Data for analysis section start

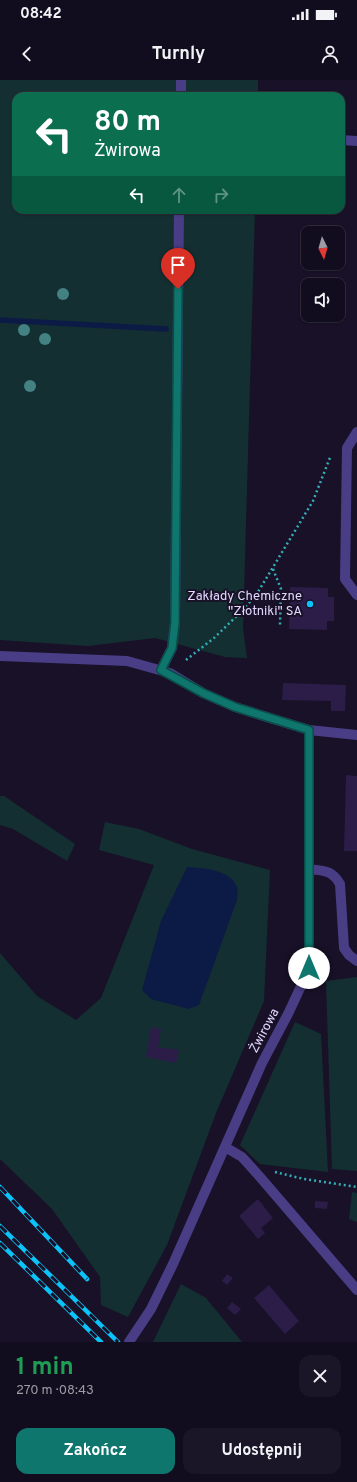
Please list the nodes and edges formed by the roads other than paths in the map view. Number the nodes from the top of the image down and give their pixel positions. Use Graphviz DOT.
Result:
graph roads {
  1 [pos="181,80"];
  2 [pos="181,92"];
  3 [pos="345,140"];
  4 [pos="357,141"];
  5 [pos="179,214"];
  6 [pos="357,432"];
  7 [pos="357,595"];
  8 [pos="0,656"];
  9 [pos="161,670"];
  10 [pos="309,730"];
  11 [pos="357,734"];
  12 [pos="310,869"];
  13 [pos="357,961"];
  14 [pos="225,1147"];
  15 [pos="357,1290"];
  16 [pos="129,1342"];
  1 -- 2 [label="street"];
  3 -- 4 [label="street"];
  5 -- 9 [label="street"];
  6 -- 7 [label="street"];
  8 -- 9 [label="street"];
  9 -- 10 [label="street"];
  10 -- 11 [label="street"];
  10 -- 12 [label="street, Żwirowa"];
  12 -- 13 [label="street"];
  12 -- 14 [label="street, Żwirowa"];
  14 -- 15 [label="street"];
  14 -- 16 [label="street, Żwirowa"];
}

Data for analysis section end

Brief -
Please copy out the whole listing exactly, minus its pictures.

Solved exercise -
Please list the nodes and edges formed by the roads other than paths in the map view. Number the nodes from the top of the image down and give their pixel positions. Use Graphviz DOT.
Result:
graph roads {
  1 [pos="181,80"];
  2 [pos="181,92"];
  3 [pos="345,140"];
  4 [pos="357,141"];
  5 [pos="179,214"];
  6 [pos="357,432"];
  7 [pos="357,595"];
  8 [pos="0,656"];
  9 [pos="161,670"];
  10 [pos="309,730"];
  11 [pos="357,734"];
  12 [pos="310,869"];
  13 [pos="357,961"];
  14 [pos="225,1147"];
  15 [pos="357,1290"];
  16 [pos="129,1342"];
  1 -- 2 [label="street"];
  3 -- 4 [label="street"];
  5 -- 9 [label="street"];
  6 -- 7 [label="street"];
  8 -- 9 [label="street"];
  9 -- 10 [label="street"];
  10 -- 11 [label="street"];
  10 -- 12 [label="street, Żwirowa"];
  12 -- 13 [label="street"];
  12 -- 14 [label="street, Żwirowa"];
  14 -- 15 [label="street"];
  14 -- 16 [label="street, Żwirowa"];
}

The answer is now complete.